Voltando a falar em efeitos especiais, Warcraft é um forte candidato a prêmios técnicos. É a melhor mistura de CGI com efeitos práticos desde Avatar e os anos de tecnologia entre eles se fez sentir: os Na’Vi parecem bonecos azuis perto dos orcs. A qualidade de expressão das criaturas é tão realista que chega a ser perturbador, uma evolução muito grande desde o Gollum de Andy Serkis em 2002. Os efeitos acabam se combinando organicamente com outro desafio do filme: a estética de Warcraft. São 20 anos de game design e arte conceitual a ser levado em consideração e Jones se saiu muito bem nesse departamento. A direção de arte do filme é impecável, mesclando algumas assinaturas do jogo (armaduras com ombreiras gigantes) com adaptações e toques próprios (como tons mais escuros e formatos mais anatômicos de outras peças). O resultado é quase uma adaptação ao pé da letra, como se a arte cartunesca da Blizzard e suas cores vivas tivessem ganhado vida. Como não poderia faltar, há algumas referências diretas aos video games que são rápidas e geniais, breves piscadelas que vão arrancar risadas dos jogadores na plateia.
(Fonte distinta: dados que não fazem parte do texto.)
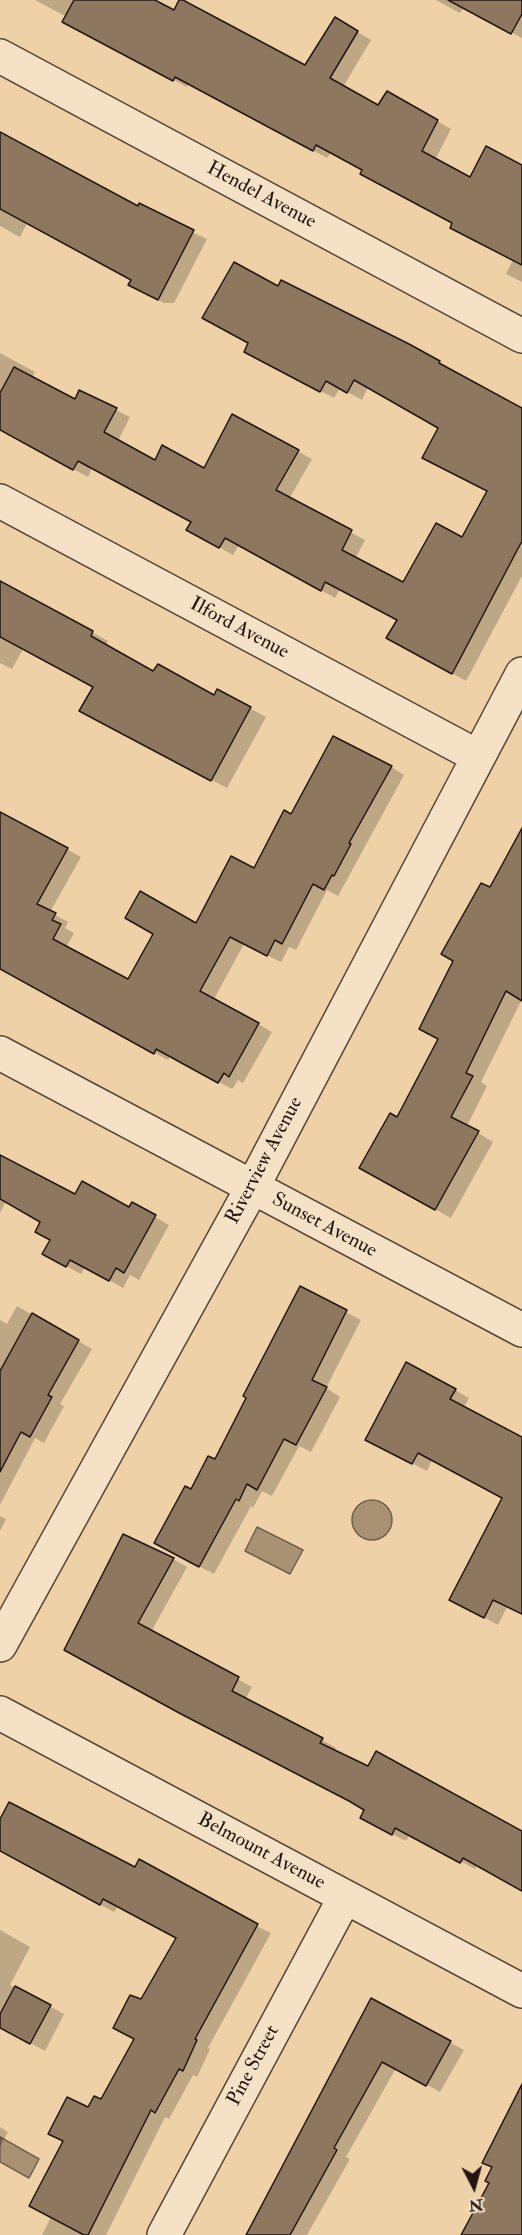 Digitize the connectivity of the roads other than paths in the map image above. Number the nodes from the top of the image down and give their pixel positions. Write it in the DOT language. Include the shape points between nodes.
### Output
graph roads {
  1 [pos="0,56"];
  2 [pos="522,336"];
  3 [pos="0,501"];
  4 [pos="522,674"];
  5 [pos="477,756"];
  6 [pos="0,1053"];
  7 [pos="252,1188"];
  8 [pos="522,1330"];
  9 [pos="0,1645"];
  10 [pos="0,1713"];
  11 [pos="345,1897"];
  12 [pos="522,1991"];
  13 [pos="164,2235"];
  1 -- 2 [label="street, Hendel Avenue"];
  3 -- 5 [label="street, Ilford Avenue"];
  4 -- 5 [label="street, Riverview Avenue"];
  5 -- 7 [label="street, Riverview Avenue"];
  6 -- 7 [label="street, Sunset Avenue"];
  7 -- 8 [label="street, Sunset Avenue"];
  7 -- 9 [label="street, Riverview Avenue"];
  10 -- 11 [label="street, Belmount Avenue"];
  11 -- 12 [label="street, Belmount Avenue"];
  11 -- 13 [label="street, Pine Street"];
}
Da mesma forma como o roteiro é raso como uma folha de papel, as atuações também deixam a desejar. Travis Fimmel está no automático, reprisando uma versão menos maníaca de Ragnar Lodbrok, seu personagem no seriado Vikings. Em sua defesa, Anduin Lothar não possuía muita profundidade mesmo, mas Fimmel parece nem tentar. Pior ainda é Dominic Cooper como o rei Llane Wrynn, completamente esquecível. Com uma certa surpresa, os atores que tiveram que atuar usando captura de movimento conseguem ser muito mais expressivos e convincentes do que os que não precisaram. Dos humanos, apenas Ruth Negga, Paula Patton e Ben Foster chamam a atenção. Negga interpreta a rainha, Lady Taria, mas possui poucas falas e tempo de tela, o que é um pecado. Paula Patton como a mestiça Garona tinha que convencer a audiência que era meio-orc sem uma tonelada de efeitos especiais, e conseguiu. Já a atuação mais estranha e cômica é de Ben Foster como o mago Medivh. Acredito que ele deveria passar uma aura sábia e ameaçadora, mas na verdade Foster parece um velho hippie de rua alterado do último porre, o que tira toda a gravidade do seu personagem, com uma atuação tão forçada e canastrona que beira o ridículo.

De longe, o melhor ator de Warcraft é Daniel Wu como Gul’dan. O ator acumula acertos no filme se expressando com sua voz e com seu movimento melhor do que os outros, conseguindo conferir um carisma e um terror real ao bruxo da Horda. O Durotan de Tobby Kebbell e Draka de Anna Galvin ficam logo atrás. Suas atuações são convincentes e sentidas mesmo sob camadas de animação e efeitos, nunca parecendo um robozinho igual a Dominic Cooper. Por fim, o maior defeito do filme é um certo romance forçado goela abaixo do público durante a trama que é forçado de todas as maneiras imagináveis e que não tem a menor graça, é o ponto mais problemático do roteiro já bastante raso.

Enfim, Warcraft é um filme muito divertido, decente e competente em seus objetivos. Pipocão mesmo e sem vergonha de sê-lo. O erro de muita gente provavelmente era esperar algo que fosse redefinir o gênero, como um “novo Senhor dos Anéis”, mas ele nunca se propôs a isso. Seu roteiro é fraco e muitos dos seus atores deixam a desejar, mas isto é compensado com uma aventura pacote completo, com lutas e reviravoltas envolventes, por mais que sejam batidas. O que o filme realmente queria era trazer de volta a diversão leve e meio cômica que eu tive pela primeira vez em julho de 2003, e isso eles conseguiram.